Le 20 novembre 1976, elle obtient un véritable triomphe en Zerbinetta, sous la direction de Karl Böhm et dans une mise en scène de Filippo Sanjust. Sous la direction de James Conlon, c’est à nouveau en Reine de la nuit qu’elle fait ses débuts au Metropolitan de New-York en 1977. Elle poursuivra sa carrière en collaborant notamment avec le chef Nikolaus Harnoncourt (avec qui elle enregistrera plusieurs opéras), au point qu’en 2003, elle fêtera ses 35 ans de carrière au Bayerische Staatsoper en interprétant Rosina (son premier rôle), puis sa deux-centième Lucia l’année suivante à Berlin. Un peu plus d’un an plus tard, elle fête un autre anniversaire : celui de sa deux-centième Zerbinetta, cette fois à Vienne, dans la reprise de la production de 1976 – elle faisait partie de la distribution de la création.
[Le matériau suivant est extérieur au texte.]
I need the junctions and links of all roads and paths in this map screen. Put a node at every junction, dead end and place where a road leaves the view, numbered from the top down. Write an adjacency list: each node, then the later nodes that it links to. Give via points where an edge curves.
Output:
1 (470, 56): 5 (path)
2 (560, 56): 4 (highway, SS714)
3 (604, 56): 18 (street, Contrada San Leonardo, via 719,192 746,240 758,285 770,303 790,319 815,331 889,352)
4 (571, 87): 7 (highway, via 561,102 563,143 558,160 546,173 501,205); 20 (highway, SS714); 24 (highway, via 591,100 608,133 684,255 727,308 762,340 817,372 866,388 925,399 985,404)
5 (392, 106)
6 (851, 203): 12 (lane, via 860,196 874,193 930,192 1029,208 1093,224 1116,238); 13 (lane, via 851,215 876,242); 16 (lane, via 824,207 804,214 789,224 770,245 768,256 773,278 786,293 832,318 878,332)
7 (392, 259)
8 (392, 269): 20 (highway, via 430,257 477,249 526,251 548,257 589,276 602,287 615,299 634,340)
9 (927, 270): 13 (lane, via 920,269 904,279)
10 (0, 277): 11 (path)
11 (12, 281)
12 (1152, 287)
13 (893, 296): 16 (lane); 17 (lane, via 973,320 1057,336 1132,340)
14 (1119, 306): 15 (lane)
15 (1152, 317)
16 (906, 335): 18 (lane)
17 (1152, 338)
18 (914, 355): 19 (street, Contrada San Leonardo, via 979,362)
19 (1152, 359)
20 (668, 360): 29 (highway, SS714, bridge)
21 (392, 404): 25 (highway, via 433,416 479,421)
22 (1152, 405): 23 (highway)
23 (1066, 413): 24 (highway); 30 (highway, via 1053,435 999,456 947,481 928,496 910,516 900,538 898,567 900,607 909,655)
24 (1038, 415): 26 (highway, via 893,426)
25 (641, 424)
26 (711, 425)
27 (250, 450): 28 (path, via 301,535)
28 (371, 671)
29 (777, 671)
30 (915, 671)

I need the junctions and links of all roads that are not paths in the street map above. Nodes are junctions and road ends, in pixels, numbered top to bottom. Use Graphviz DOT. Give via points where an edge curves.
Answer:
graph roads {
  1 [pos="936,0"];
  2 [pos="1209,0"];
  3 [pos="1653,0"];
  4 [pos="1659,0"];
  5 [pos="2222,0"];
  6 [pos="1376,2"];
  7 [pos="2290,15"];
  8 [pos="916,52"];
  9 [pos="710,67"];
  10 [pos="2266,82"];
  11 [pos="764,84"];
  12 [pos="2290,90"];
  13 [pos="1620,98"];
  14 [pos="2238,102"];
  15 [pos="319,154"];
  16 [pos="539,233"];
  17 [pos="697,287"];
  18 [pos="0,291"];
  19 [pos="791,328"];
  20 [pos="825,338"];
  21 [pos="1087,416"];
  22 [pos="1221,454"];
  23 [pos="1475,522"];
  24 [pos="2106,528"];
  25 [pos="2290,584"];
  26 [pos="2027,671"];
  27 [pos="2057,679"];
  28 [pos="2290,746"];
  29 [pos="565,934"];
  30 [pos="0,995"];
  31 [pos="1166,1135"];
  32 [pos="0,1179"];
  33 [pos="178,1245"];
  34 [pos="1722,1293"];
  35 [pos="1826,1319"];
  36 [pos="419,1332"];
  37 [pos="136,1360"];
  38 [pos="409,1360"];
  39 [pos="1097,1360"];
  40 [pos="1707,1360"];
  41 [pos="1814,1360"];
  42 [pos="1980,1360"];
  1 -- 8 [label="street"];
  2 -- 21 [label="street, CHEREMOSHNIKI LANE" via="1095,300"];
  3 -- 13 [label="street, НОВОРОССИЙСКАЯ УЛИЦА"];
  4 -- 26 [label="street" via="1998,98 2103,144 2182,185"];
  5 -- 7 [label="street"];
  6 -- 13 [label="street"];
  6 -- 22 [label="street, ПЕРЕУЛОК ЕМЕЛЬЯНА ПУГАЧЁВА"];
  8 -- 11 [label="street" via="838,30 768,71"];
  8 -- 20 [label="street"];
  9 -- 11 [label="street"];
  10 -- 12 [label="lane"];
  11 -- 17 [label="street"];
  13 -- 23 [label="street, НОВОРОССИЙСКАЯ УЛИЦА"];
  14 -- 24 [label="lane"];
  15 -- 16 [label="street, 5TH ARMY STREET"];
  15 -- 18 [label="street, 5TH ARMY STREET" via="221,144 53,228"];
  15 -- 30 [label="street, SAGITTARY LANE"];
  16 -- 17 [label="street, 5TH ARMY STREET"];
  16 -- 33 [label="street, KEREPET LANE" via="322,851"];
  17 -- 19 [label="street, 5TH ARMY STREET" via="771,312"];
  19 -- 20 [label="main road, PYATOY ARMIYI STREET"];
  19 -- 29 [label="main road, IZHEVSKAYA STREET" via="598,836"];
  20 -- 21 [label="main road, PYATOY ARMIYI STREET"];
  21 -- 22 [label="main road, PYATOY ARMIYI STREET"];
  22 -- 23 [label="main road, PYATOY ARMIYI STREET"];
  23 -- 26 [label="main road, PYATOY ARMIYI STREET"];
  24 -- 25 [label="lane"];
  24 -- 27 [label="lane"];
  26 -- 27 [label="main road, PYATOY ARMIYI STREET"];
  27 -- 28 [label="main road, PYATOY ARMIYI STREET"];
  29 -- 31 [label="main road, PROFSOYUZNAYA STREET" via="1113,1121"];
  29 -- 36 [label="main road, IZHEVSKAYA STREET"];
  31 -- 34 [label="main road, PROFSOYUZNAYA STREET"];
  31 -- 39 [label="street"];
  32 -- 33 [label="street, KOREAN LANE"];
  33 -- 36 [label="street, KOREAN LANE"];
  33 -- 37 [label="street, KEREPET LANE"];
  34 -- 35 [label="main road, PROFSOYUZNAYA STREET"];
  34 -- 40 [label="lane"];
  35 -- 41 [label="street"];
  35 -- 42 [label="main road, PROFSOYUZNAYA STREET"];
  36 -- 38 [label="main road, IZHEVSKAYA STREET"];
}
Après 40 ans de carrière, elle abordait le rôle-titre de Lucrezia Borgia en 2008, dans une version concertante triomphale. La même année, elle chante également le rôle de Norma aux côtés d'Elīna Garanča au Festival de Munich. Edita Gruberová a multiplié les apparitions sans jamais perdre de sa superbe, et l’on ne cesse d’admirer sa technique, sa virtuosité, un suraigu toujours puissant, sans oublier un contrôle du souffle et une capacité de coloration vocale impressionnants. Poursuivant sa carrière avec de nombreuses productions, notamment à travers l’Europe, elle décide finalement que le Roberto Devereux proposé à Munich en 2019 sera son ultime apparition scénique (nous y étions), mais qu’elle poursuivra encore les récitals et les master-classes, d’autant qu’elle avait dénoncé publiquement en 2013 l’allongement des périodes de répétitions et la nouvelle mentalité des metteurs en scène : « Ils ont une idée de moins en moins précise de la production en arrivant, ce qui augmente la fatigue avant la première. (…) Depuis une dizaine d’année, la mise en scène va contre la musique, ce qui génère du stress et de la frustration chez les chanteurs ».

Finalement, la crise de la Covid-19 l’aura privé – ainsi que son public – d’un dernier récital prévu à Florence, ainsi que l’expliquait alors le communiqué officiel : « La pause imposée par la Covid-19 a considérablement retardé les préparatifs de son concert. Pour Mme Gruberova, il était important de maintenir sa voix en forme grâce à des prestations artistiques régulières. La situation engendrée par le virus a rendu impossible le maintien de cette routine de chant, car tous les événements de ces derniers mois ont été annulés (…) Mais malgré son extraordinaire engagement, Edita Gruberova nous a fait part de son désir de mettre fin à sa carrière ».

Edita Gruberová venait de recevoir un ICMA (International Classical Music Awards) pour l’ensemble de sa carrière, qui s’étend sur plus de 50 ans. Elle laisse une importante discographie, de nombreuses captations,  mais aussi et surtout un souvenir impérissable pour celles et ceux qui ont eu la chance de l’entendre sur scène.